**REQUIRED WORK**
Report each line of the data that includes the word "lines".

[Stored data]

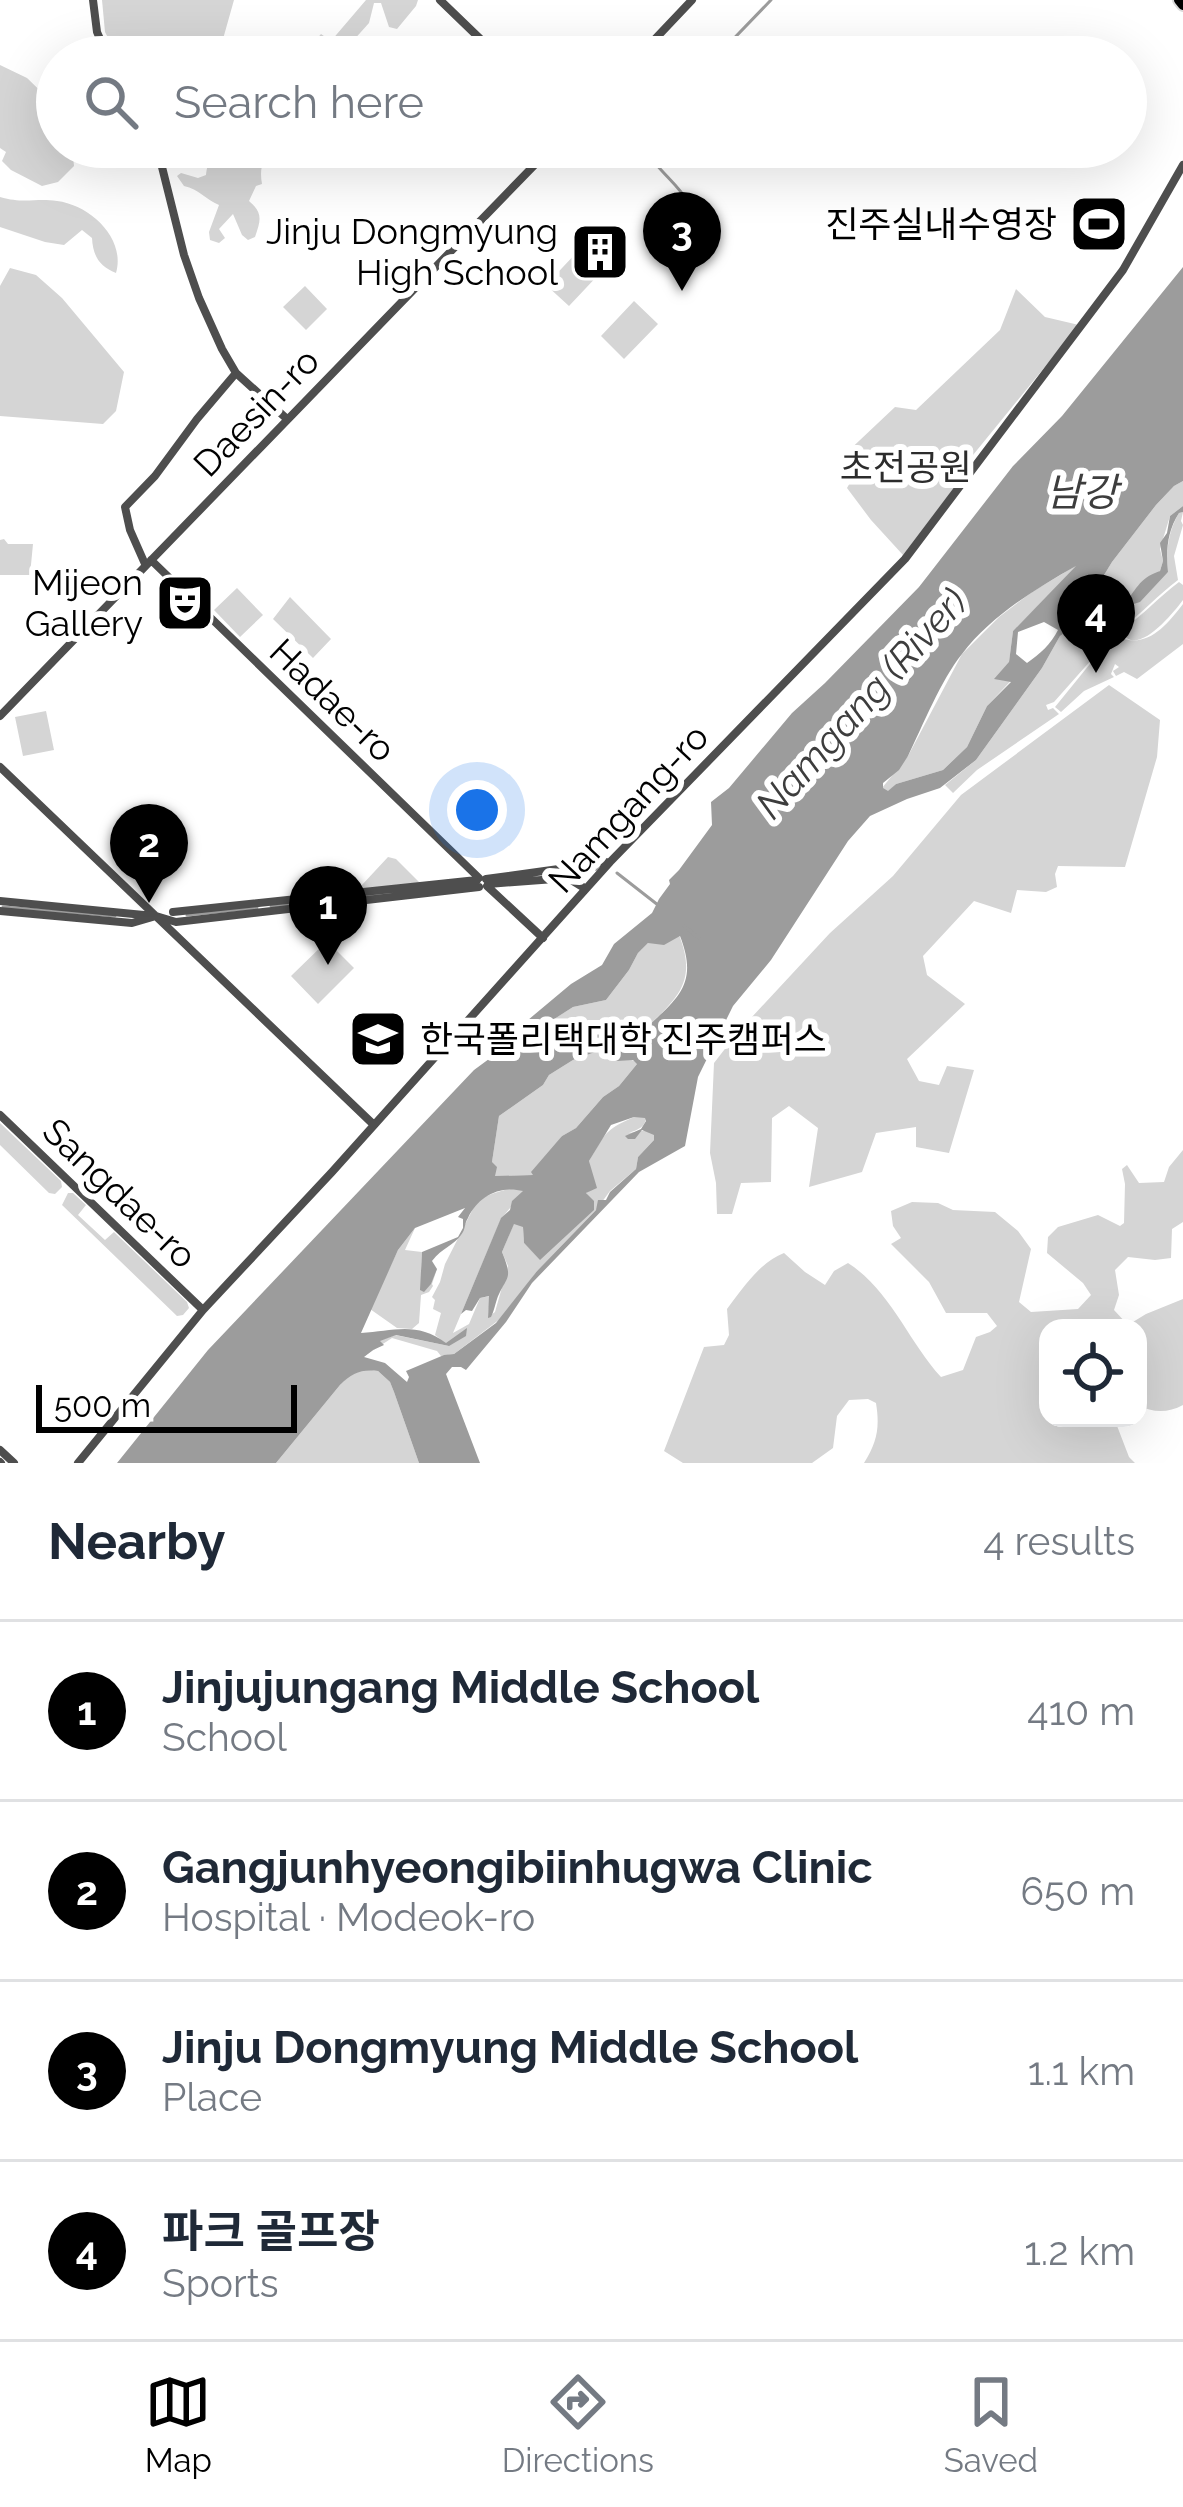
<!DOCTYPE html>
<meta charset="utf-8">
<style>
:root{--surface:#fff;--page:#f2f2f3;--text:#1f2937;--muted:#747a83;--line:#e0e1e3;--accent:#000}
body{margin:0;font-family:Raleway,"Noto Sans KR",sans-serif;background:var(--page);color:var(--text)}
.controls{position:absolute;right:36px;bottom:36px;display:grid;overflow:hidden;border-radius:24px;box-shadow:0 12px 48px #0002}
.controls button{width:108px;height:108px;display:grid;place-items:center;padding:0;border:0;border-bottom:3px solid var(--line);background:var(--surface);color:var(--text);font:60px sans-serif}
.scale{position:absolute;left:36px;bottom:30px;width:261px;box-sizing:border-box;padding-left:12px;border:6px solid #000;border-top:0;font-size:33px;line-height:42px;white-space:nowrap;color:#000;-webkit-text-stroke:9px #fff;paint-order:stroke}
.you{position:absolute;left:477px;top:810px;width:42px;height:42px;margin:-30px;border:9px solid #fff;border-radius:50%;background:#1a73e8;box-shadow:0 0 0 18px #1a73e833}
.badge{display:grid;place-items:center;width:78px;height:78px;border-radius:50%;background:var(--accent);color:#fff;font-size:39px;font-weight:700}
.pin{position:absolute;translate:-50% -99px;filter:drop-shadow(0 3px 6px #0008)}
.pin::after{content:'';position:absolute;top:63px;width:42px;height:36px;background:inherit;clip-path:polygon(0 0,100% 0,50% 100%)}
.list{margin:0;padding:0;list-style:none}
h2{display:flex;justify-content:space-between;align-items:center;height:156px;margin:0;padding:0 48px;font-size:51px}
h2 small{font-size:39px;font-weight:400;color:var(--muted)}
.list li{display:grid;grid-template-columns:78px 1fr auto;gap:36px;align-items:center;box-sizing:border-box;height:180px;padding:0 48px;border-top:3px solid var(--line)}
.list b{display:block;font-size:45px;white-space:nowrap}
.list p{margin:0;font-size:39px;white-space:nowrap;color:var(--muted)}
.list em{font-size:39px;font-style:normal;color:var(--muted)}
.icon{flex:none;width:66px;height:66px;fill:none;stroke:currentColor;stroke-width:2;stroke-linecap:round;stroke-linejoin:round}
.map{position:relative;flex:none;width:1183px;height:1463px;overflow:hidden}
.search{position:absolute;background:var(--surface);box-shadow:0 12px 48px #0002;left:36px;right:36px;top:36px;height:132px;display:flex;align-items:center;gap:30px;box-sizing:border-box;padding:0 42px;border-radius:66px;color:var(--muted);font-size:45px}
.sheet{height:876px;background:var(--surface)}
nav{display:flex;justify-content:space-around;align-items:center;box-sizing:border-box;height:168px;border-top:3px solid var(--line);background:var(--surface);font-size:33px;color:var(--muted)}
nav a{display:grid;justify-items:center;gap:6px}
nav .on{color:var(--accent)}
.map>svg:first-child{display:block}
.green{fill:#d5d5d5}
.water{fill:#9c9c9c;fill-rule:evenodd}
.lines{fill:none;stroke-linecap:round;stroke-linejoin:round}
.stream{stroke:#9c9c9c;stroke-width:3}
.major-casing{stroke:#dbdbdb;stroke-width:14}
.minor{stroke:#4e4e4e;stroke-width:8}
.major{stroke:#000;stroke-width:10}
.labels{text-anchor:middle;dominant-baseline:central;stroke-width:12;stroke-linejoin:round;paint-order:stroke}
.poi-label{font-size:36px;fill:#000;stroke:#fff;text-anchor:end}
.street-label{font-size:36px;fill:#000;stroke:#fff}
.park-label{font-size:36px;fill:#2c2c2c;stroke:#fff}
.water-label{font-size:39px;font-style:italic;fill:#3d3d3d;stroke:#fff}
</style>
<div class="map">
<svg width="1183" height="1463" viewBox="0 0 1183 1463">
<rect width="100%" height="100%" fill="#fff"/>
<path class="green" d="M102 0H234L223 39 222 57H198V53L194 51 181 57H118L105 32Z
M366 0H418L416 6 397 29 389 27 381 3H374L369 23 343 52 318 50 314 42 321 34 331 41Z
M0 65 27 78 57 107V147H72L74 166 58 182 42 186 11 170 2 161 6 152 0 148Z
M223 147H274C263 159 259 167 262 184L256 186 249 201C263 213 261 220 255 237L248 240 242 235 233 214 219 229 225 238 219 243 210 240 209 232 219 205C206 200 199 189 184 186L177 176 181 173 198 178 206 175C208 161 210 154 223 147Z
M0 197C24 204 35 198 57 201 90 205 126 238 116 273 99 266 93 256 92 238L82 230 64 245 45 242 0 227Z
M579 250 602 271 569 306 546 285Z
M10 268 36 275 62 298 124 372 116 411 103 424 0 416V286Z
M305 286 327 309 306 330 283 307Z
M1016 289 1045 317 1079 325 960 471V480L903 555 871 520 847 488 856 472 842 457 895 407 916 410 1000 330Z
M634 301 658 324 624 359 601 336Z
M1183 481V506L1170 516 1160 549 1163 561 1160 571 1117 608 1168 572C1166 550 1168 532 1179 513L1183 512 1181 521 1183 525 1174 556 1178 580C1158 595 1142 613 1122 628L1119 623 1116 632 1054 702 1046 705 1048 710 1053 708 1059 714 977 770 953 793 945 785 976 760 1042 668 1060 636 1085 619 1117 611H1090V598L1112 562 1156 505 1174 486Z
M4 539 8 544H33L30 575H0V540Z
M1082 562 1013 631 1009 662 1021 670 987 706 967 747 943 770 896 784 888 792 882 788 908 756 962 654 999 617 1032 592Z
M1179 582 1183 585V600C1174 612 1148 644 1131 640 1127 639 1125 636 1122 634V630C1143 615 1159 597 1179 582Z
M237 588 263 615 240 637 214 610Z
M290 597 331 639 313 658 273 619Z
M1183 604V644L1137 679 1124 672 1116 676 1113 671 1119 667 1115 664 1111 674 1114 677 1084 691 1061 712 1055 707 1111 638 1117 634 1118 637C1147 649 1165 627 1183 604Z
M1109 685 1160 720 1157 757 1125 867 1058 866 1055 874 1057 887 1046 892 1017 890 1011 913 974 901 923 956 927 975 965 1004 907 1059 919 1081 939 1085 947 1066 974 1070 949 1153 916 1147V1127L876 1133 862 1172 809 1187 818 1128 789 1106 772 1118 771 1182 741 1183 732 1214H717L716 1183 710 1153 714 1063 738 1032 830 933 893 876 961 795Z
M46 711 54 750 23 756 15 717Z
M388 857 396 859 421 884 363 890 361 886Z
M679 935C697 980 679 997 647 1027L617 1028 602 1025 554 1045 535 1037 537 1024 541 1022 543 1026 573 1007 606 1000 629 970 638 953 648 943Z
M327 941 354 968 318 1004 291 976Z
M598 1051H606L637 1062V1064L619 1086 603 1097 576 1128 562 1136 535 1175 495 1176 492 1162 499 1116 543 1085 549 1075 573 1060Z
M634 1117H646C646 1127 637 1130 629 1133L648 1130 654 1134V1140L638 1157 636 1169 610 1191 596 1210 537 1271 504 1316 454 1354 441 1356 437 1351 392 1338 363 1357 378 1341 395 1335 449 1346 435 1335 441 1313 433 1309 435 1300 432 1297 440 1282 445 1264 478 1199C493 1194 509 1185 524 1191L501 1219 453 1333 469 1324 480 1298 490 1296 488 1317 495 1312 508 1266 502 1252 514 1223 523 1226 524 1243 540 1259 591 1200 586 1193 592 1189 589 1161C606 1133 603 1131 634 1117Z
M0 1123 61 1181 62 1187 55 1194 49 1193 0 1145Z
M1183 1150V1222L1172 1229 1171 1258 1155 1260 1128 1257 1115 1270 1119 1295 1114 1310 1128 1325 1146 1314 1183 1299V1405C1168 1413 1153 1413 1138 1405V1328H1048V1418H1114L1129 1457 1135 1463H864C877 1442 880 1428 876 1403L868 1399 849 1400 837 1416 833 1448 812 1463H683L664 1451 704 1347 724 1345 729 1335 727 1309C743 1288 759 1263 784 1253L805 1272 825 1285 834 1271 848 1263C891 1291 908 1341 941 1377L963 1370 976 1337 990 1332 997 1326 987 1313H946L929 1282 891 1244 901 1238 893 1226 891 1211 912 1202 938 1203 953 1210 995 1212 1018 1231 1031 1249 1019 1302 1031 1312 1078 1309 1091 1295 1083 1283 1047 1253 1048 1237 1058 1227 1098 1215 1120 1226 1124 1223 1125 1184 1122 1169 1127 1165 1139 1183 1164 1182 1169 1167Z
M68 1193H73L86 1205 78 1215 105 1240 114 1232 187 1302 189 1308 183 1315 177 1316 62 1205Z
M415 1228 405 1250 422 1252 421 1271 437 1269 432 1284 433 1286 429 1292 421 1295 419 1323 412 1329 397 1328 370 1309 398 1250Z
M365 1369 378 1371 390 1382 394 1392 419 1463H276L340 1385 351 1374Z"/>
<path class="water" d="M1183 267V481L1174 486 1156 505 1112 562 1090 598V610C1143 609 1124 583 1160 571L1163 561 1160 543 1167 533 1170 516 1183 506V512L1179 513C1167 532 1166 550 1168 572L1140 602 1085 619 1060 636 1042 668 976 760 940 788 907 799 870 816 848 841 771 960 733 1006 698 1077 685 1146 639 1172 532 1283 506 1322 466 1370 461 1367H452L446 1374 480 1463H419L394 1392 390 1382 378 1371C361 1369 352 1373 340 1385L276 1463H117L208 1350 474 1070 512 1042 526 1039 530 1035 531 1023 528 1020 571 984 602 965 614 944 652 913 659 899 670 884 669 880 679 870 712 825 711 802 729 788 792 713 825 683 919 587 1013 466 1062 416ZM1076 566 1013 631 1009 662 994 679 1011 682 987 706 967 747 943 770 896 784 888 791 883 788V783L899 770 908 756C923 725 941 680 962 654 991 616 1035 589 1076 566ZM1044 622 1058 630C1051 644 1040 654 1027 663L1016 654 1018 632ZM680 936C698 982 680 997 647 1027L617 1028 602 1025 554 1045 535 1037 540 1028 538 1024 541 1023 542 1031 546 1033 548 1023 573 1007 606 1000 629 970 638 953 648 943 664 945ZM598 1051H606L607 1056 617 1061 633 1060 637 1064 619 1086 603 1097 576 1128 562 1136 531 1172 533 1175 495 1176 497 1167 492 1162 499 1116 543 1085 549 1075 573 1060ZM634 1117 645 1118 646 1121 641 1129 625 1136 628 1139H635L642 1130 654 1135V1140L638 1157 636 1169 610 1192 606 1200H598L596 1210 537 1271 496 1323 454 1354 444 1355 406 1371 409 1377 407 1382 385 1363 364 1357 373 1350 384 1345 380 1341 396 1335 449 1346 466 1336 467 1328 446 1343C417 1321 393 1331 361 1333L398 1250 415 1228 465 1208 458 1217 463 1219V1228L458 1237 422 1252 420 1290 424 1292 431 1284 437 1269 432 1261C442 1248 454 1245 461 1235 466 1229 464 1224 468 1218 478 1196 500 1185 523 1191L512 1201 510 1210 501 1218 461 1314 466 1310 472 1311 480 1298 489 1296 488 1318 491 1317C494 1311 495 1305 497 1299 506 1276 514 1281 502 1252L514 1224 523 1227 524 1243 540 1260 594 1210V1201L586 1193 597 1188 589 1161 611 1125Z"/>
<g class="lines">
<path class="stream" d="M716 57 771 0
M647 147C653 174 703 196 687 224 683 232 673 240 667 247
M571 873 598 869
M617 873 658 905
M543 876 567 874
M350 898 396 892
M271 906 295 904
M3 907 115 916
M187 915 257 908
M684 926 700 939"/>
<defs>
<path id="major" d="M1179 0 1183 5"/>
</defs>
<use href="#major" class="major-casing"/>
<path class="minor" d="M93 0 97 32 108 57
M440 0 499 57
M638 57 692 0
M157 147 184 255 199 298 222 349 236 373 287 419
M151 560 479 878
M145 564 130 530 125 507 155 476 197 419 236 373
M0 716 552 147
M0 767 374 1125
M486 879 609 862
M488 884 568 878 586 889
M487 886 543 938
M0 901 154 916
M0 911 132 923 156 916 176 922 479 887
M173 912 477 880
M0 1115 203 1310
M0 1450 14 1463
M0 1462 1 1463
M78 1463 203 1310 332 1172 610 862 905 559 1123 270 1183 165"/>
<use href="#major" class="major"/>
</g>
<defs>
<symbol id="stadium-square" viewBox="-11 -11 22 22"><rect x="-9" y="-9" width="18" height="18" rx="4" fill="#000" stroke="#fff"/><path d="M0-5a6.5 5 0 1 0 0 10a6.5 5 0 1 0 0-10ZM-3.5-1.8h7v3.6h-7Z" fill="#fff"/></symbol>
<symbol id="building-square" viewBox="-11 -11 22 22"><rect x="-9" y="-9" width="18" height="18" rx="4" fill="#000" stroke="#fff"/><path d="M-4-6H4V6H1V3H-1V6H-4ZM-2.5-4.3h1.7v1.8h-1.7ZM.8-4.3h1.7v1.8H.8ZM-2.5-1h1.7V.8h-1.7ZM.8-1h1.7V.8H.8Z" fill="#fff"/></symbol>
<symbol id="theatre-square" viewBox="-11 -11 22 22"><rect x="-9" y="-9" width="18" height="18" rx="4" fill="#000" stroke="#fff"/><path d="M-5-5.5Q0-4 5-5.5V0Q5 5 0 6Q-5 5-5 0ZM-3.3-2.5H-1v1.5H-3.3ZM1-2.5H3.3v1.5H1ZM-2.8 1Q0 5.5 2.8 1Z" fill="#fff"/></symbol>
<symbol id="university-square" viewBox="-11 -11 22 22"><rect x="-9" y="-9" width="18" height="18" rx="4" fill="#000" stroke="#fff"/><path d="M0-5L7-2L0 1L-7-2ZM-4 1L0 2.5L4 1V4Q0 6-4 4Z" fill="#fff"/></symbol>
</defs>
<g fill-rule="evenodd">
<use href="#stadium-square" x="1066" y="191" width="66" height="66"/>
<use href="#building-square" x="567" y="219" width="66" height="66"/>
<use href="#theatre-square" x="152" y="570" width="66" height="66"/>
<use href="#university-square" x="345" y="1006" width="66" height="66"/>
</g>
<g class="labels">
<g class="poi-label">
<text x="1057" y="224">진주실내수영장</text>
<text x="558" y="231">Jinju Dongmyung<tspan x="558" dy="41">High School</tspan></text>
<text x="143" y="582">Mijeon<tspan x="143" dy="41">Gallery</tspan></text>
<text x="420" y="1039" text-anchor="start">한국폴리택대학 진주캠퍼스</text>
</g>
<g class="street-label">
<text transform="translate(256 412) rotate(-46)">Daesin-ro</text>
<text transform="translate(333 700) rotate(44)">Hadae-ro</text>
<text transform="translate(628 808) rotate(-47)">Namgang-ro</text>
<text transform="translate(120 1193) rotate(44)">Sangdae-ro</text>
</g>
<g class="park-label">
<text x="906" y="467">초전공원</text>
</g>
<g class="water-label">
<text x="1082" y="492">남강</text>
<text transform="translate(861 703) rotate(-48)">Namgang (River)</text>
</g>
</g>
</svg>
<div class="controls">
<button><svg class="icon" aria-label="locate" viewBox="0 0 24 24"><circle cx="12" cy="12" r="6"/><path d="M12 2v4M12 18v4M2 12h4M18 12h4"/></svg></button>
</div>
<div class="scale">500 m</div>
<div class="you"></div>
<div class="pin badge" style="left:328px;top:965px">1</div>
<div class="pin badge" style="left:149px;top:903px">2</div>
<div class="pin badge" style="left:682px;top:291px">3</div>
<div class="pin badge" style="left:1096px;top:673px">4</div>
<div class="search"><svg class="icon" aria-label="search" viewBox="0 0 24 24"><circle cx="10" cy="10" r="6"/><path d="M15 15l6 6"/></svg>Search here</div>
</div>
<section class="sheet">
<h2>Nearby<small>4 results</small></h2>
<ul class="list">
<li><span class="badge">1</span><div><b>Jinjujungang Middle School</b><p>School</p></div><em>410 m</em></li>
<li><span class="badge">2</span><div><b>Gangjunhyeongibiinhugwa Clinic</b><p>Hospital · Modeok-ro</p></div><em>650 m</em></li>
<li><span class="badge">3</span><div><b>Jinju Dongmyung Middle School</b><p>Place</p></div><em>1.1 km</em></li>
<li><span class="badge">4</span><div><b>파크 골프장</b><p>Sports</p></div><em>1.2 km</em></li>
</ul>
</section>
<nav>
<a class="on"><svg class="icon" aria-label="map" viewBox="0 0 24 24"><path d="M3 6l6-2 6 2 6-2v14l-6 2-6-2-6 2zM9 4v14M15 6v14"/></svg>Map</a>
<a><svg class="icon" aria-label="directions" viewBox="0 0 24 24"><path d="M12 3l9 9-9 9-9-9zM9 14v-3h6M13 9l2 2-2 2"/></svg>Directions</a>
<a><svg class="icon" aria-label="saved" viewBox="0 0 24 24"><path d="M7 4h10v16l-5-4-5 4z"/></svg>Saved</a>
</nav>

**SOLUTION**
.lines{fill:none;stroke-linecap:round;stroke-linejoin:round}
<g class="lines">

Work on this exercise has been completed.